§ **RECORDS PROVIDED**:

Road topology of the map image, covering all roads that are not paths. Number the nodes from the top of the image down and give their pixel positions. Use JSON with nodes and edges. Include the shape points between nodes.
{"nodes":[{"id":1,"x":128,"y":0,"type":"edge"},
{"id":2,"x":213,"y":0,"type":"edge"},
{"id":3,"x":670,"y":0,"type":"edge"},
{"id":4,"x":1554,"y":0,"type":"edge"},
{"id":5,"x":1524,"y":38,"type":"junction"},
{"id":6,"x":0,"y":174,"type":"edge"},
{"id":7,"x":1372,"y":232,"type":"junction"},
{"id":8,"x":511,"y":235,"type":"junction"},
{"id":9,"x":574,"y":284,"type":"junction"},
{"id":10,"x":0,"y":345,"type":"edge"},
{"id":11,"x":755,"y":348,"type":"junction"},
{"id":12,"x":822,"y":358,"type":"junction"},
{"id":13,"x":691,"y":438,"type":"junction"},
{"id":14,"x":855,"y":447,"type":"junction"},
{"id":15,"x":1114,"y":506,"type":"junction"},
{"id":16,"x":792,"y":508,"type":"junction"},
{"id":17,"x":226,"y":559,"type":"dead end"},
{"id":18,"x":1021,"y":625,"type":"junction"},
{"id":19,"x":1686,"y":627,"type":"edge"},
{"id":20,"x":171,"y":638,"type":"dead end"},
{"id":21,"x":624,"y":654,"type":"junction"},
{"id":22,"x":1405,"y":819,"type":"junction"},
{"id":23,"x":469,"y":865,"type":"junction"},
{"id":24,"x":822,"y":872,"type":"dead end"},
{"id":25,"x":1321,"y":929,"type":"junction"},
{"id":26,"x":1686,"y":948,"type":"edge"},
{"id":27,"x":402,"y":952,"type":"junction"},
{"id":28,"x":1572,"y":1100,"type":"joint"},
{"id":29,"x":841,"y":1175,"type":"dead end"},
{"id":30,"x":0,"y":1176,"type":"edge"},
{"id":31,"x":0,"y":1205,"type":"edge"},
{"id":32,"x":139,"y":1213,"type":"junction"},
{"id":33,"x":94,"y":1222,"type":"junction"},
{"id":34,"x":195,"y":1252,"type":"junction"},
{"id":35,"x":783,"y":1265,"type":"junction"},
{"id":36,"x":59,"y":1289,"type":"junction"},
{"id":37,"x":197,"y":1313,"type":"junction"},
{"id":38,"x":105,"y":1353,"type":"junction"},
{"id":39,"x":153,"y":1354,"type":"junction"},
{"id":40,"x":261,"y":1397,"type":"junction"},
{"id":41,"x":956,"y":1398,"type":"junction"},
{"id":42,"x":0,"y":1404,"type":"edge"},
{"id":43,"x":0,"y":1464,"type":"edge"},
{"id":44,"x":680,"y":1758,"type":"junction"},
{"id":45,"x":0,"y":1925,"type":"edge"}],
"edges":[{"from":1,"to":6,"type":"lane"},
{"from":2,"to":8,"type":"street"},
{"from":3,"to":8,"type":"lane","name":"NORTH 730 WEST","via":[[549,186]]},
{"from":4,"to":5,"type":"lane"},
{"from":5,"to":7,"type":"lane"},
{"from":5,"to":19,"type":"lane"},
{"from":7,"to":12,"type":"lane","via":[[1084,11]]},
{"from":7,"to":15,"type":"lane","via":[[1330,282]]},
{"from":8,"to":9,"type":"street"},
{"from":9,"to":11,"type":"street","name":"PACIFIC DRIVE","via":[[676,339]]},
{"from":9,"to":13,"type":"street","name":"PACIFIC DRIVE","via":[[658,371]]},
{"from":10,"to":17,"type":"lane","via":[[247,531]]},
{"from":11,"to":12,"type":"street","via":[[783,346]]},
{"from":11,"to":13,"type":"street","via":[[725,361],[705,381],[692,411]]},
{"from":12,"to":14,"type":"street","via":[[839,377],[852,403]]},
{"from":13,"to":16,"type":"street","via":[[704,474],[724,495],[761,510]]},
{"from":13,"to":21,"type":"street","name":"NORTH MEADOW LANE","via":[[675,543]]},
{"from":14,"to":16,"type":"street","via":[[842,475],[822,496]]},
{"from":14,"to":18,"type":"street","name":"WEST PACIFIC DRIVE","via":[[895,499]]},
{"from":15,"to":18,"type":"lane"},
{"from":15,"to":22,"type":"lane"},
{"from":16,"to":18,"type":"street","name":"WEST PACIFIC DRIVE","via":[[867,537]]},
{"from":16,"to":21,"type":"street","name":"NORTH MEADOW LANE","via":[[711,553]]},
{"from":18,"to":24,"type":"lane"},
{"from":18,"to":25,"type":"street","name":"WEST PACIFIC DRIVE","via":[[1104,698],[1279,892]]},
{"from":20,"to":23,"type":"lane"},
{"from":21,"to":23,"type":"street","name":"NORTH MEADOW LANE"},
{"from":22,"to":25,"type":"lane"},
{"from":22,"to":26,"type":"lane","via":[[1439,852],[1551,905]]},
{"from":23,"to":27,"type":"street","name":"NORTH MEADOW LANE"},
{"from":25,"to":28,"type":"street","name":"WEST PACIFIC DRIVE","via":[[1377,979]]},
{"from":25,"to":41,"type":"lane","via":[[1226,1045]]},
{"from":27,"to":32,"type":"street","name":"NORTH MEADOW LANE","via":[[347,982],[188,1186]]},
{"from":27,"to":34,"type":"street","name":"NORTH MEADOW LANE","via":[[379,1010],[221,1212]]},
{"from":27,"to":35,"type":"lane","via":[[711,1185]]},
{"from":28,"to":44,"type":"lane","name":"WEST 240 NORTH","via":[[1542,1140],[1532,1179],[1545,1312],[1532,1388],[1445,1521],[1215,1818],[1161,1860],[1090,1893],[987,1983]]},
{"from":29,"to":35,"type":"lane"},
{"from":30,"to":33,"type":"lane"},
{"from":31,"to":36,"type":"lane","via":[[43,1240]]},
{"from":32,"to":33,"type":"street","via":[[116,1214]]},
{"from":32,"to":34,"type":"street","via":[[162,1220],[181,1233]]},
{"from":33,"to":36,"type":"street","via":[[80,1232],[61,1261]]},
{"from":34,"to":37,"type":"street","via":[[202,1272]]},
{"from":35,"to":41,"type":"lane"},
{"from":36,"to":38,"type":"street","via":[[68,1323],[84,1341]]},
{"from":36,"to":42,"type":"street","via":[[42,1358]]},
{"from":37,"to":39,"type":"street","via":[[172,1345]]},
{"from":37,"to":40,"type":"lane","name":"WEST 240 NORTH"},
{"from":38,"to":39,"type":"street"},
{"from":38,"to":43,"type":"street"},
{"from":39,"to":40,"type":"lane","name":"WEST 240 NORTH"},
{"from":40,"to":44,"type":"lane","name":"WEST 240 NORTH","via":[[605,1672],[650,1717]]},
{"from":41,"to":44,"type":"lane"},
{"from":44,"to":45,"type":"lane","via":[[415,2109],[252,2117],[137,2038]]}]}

§ **ACTION ITEM**:
The answer should be an exact copy of the data.

§ **WRITTEN REPLY**:
Road topology of the map image, covering all roads that are not paths. Number the nodes from the top of the image down and give their pixel positions. Use JSON with nodes and edges. Include the shape points between nodes.
{"nodes":[{"id":1,"x":128,"y":0,"type":"edge"},
{"id":2,"x":213,"y":0,"type":"edge"},
{"id":3,"x":670,"y":0,"type":"edge"},
{"id":4,"x":1554,"y":0,"type":"edge"},
{"id":5,"x":1524,"y":38,"type":"junction"},
{"id":6,"x":0,"y":174,"type":"edge"},
{"id":7,"x":1372,"y":232,"type":"junction"},
{"id":8,"x":511,"y":235,"type":"junction"},
{"id":9,"x":574,"y":284,"type":"junction"},
{"id":10,"x":0,"y":345,"type":"edge"},
{"id":11,"x":755,"y":348,"type":"junction"},
{"id":12,"x":822,"y":358,"type":"junction"},
{"id":13,"x":691,"y":438,"type":"junction"},
{"id":14,"x":855,"y":447,"type":"junction"},
{"id":15,"x":1114,"y":506,"type":"junction"},
{"id":16,"x":792,"y":508,"type":"junction"},
{"id":17,"x":226,"y":559,"type":"dead end"},
{"id":18,"x":1021,"y":625,"type":"junction"},
{"id":19,"x":1686,"y":627,"type":"edge"},
{"id":20,"x":171,"y":638,"type":"dead end"},
{"id":21,"x":624,"y":654,"type":"junction"},
{"id":22,"x":1405,"y":819,"type":"junction"},
{"id":23,"x":469,"y":865,"type":"junction"},
{"id":24,"x":822,"y":872,"type":"dead end"},
{"id":25,"x":1321,"y":929,"type":"junction"},
{"id":26,"x":1686,"y":948,"type":"edge"},
{"id":27,"x":402,"y":952,"type":"junction"},
{"id":28,"x":1572,"y":1100,"type":"joint"},
{"id":29,"x":841,"y":1175,"type":"dead end"},
{"id":30,"x":0,"y":1176,"type":"edge"},
{"id":31,"x":0,"y":1205,"type":"edge"},
{"id":32,"x":139,"y":1213,"type":"junction"},
{"id":33,"x":94,"y":1222,"type":"junction"},
{"id":34,"x":195,"y":1252,"type":"junction"},
{"id":35,"x":783,"y":1265,"type":"junction"},
{"id":36,"x":59,"y":1289,"type":"junction"},
{"id":37,"x":197,"y":1313,"type":"junction"},
{"id":38,"x":105,"y":1353,"type":"junction"},
{"id":39,"x":153,"y":1354,"type":"junction"},
{"id":40,"x":261,"y":1397,"type":"junction"},
{"id":41,"x":956,"y":1398,"type":"junction"},
{"id":42,"x":0,"y":1404,"type":"edge"},
{"id":43,"x":0,"y":1464,"type":"edge"},
{"id":44,"x":680,"y":1758,"type":"junction"},
{"id":45,"x":0,"y":1925,"type":"edge"}],
"edges":[{"from":1,"to":6,"type":"lane"},
{"from":2,"to":8,"type":"street"},
{"from":3,"to":8,"type":"lane","name":"NORTH 730 WEST","via":[[549,186]]},
{"from":4,"to":5,"type":"lane"},
{"from":5,"to":7,"type":"lane"},
{"from":5,"to":19,"type":"lane"},
{"from":7,"to":12,"type":"lane","via":[[1084,11]]},
{"from":7,"to":15,"type":"lane","via":[[1330,282]]},
{"from":8,"to":9,"type":"street"},
{"from":9,"to":11,"type":"street","name":"PACIFIC DRIVE","via":[[676,339]]},
{"from":9,"to":13,"type":"street","name":"PACIFIC DRIVE","via":[[658,371]]},
{"from":10,"to":17,"type":"lane","via":[[247,531]]},
{"from":11,"to":12,"type":"street","via":[[783,346]]},
{"from":11,"to":13,"type":"street","via":[[725,361],[705,381],[692,411]]},
{"from":12,"to":14,"type":"street","via":[[839,377],[852,403]]},
{"from":13,"to":16,"type":"street","via":[[704,474],[724,495],[761,510]]},
{"from":13,"to":21,"type":"street","name":"NORTH MEADOW LANE","via":[[675,543]]},
{"from":14,"to":16,"type":"street","via":[[842,475],[822,496]]},
{"from":14,"to":18,"type":"street","name":"WEST PACIFIC DRIVE","via":[[895,499]]},
{"from":15,"to":18,"type":"lane"},
{"from":15,"to":22,"type":"lane"},
{"from":16,"to":18,"type":"street","name":"WEST PACIFIC DRIVE","via":[[867,537]]},
{"from":16,"to":21,"type":"street","name":"NORTH MEADOW LANE","via":[[711,553]]},
{"from":18,"to":24,"type":"lane"},
{"from":18,"to":25,"type":"street","name":"WEST PACIFIC DRIVE","via":[[1104,698],[1279,892]]},
{"from":20,"to":23,"type":"lane"},
{"from":21,"to":23,"type":"street","name":"NORTH MEADOW LANE"},
{"from":22,"to":25,"type":"lane"},
{"from":22,"to":26,"type":"lane","via":[[1439,852],[1551,905]]},
{"from":23,"to":27,"type":"street","name":"NORTH MEADOW LANE"},
{"from":25,"to":28,"type":"street","name":"WEST PACIFIC DRIVE","via":[[1377,979]]},
{"from":25,"to":41,"type":"lane","via":[[1226,1045]]},
{"from":27,"to":32,"type":"street","name":"NORTH MEADOW LANE","via":[[347,982],[188,1186]]},
{"from":27,"to":34,"type":"street","name":"NORTH MEADOW LANE","via":[[379,1010],[221,1212]]},
{"from":27,"to":35,"type":"lane","via":[[711,1185]]},
{"from":28,"to":44,"type":"lane","name":"WEST 240 NORTH","via":[[1542,1140],[1532,1179],[1545,1312],[1532,1388],[1445,1521],[1215,1818],[1161,1860],[1090,1893],[987,1983]]},
{"from":29,"to":35,"type":"lane"},
{"from":30,"to":33,"type":"lane"},
{"from":31,"to":36,"type":"lane","via":[[43,1240]]},
{"from":32,"to":33,"type":"street","via":[[116,1214]]},
{"from":32,"to":34,"type":"street","via":[[162,1220],[181,1233]]},
{"from":33,"to":36,"type":"street","via":[[80,1232],[61,1261]]},
{"from":34,"to":37,"type":"street","via":[[202,1272]]},
{"from":35,"to":41,"type":"lane"},
{"from":36,"to":38,"type":"street","via":[[68,1323],[84,1341]]},
{"from":36,"to":42,"type":"street","via":[[42,1358]]},
{"from":37,"to":39,"type":"street","via":[[172,1345]]},
{"from":37,"to":40,"type":"lane","name":"WEST 240 NORTH"},
{"from":38,"to":39,"type":"street"},
{"from":38,"to":43,"type":"street"},
{"from":39,"to":40,"type":"lane","name":"WEST 240 NORTH"},
{"from":40,"to":44,"type":"lane","name":"WEST 240 NORTH","via":[[605,1672],[650,1717]]},
{"from":41,"to":44,"type":"lane"},
{"from":44,"to":45,"type":"lane","via":[[415,2109],[252,2117],[137,2038]]}]}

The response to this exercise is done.